* _Problem_: Your task is to copy the data exactly while leaving out every picture.
Segment Start: Supplied information
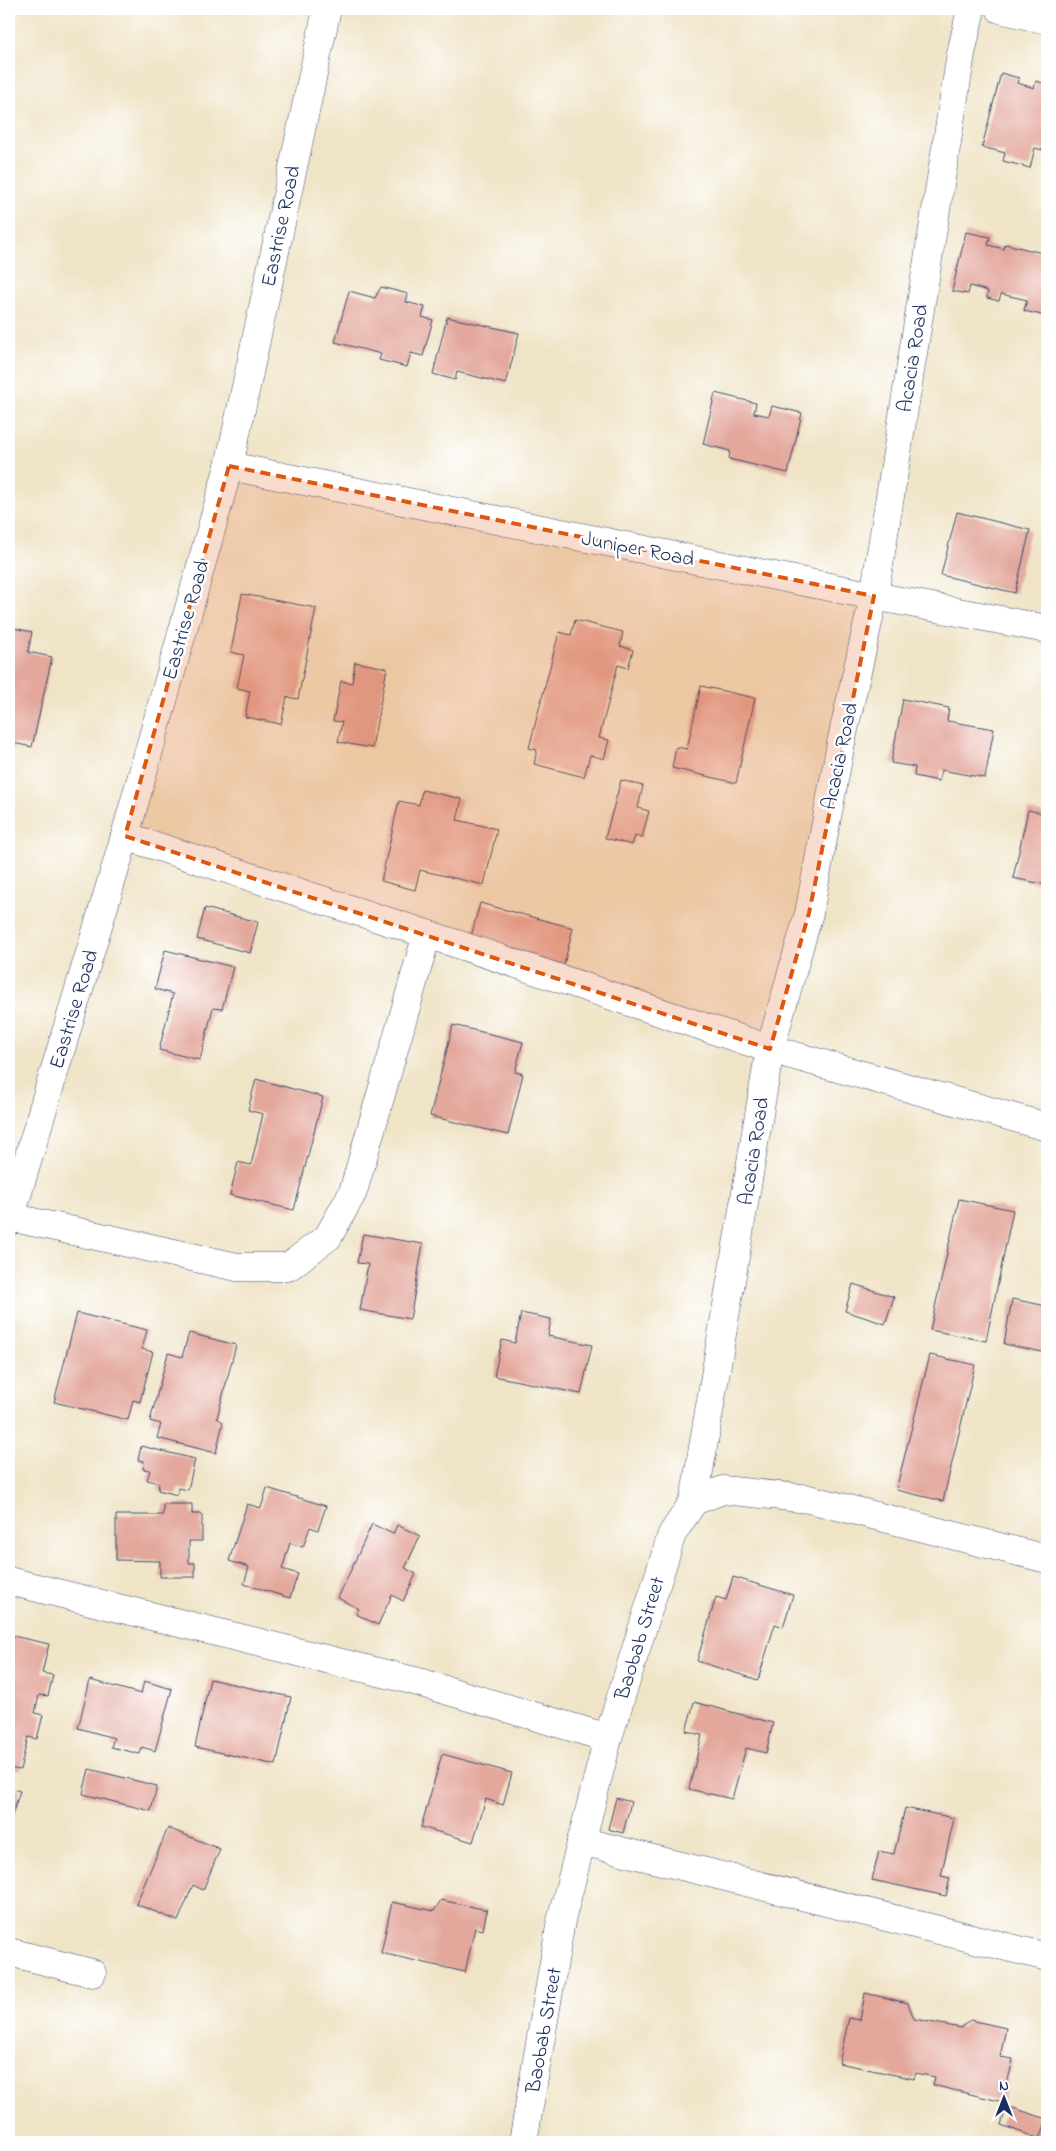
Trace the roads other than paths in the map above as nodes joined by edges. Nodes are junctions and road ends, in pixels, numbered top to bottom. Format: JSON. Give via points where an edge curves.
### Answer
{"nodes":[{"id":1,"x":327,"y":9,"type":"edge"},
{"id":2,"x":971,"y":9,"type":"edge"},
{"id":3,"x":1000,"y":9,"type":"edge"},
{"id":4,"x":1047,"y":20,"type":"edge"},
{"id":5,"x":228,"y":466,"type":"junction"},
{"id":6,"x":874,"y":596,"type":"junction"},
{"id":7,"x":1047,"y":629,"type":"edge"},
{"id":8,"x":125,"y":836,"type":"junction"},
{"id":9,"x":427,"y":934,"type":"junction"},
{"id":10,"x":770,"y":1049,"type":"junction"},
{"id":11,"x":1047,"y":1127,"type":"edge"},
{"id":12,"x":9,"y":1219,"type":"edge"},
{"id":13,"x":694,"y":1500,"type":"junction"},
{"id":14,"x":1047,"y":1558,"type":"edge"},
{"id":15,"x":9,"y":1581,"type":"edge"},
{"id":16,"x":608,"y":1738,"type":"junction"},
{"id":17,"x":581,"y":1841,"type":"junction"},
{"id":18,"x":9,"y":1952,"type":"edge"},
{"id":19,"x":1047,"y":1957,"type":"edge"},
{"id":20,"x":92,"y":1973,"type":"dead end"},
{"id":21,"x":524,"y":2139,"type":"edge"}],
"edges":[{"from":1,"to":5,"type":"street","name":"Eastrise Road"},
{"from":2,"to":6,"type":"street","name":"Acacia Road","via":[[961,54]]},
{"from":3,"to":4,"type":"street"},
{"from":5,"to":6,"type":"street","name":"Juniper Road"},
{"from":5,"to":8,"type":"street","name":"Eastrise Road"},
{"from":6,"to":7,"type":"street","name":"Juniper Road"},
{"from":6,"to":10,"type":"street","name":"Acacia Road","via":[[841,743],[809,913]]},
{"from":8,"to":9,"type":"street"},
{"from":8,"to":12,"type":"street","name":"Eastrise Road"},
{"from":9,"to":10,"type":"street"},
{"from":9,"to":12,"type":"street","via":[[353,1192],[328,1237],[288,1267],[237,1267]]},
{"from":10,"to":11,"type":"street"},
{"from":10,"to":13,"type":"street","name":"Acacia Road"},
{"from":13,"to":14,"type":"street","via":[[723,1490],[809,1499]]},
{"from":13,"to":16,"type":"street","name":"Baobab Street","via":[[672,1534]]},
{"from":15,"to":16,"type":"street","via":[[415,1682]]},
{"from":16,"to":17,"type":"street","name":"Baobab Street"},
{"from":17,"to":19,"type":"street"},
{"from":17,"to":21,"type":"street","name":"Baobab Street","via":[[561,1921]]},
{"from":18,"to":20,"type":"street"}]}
Segment End: Supplied information
* _Solution for this problem_:
Trace the roads other than paths in the map above as nodes joined by edges. Nodes are junctions and road ends, in pixels, numbered top to bottom. Format: JSON. Give via points where an edge curves.
### Answer
{"nodes":[{"id":1,"x":327,"y":9,"type":"edge"},
{"id":2,"x":971,"y":9,"type":"edge"},
{"id":3,"x":1000,"y":9,"type":"edge"},
{"id":4,"x":1047,"y":20,"type":"edge"},
{"id":5,"x":228,"y":466,"type":"junction"},
{"id":6,"x":874,"y":596,"type":"junction"},
{"id":7,"x":1047,"y":629,"type":"edge"},
{"id":8,"x":125,"y":836,"type":"junction"},
{"id":9,"x":427,"y":934,"type":"junction"},
{"id":10,"x":770,"y":1049,"type":"junction"},
{"id":11,"x":1047,"y":1127,"type":"edge"},
{"id":12,"x":9,"y":1219,"type":"edge"},
{"id":13,"x":694,"y":1500,"type":"junction"},
{"id":14,"x":1047,"y":1558,"type":"edge"},
{"id":15,"x":9,"y":1581,"type":"edge"},
{"id":16,"x":608,"y":1738,"type":"junction"},
{"id":17,"x":581,"y":1841,"type":"junction"},
{"id":18,"x":9,"y":1952,"type":"edge"},
{"id":19,"x":1047,"y":1957,"type":"edge"},
{"id":20,"x":92,"y":1973,"type":"dead end"},
{"id":21,"x":524,"y":2139,"type":"edge"}],
"edges":[{"from":1,"to":5,"type":"street","name":"Eastrise Road"},
{"from":2,"to":6,"type":"street","name":"Acacia Road","via":[[961,54]]},
{"from":3,"to":4,"type":"street"},
{"from":5,"to":6,"type":"street","name":"Juniper Road"},
{"from":5,"to":8,"type":"street","name":"Eastrise Road"},
{"from":6,"to":7,"type":"street","name":"Juniper Road"},
{"from":6,"to":10,"type":"street","name":"Acacia Road","via":[[841,743],[809,913]]},
{"from":8,"to":9,"type":"street"},
{"from":8,"to":12,"type":"street","name":"Eastrise Road"},
{"from":9,"to":10,"type":"street"},
{"from":9,"to":12,"type":"street","via":[[353,1192],[328,1237],[288,1267],[237,1267]]},
{"from":10,"to":11,"type":"street"},
{"from":10,"to":13,"type":"street","name":"Acacia Road"},
{"from":13,"to":14,"type":"street","via":[[723,1490],[809,1499]]},
{"from":13,"to":16,"type":"street","name":"Baobab Street","via":[[672,1534]]},
{"from":15,"to":16,"type":"street","via":[[415,1682]]},
{"from":16,"to":17,"type":"street","name":"Baobab Street"},
{"from":17,"to":19,"type":"street"},
{"from":17,"to":21,"type":"street","name":"Baobab Street","via":[[561,1921]]},
{"from":18,"to":20,"type":"street"}]}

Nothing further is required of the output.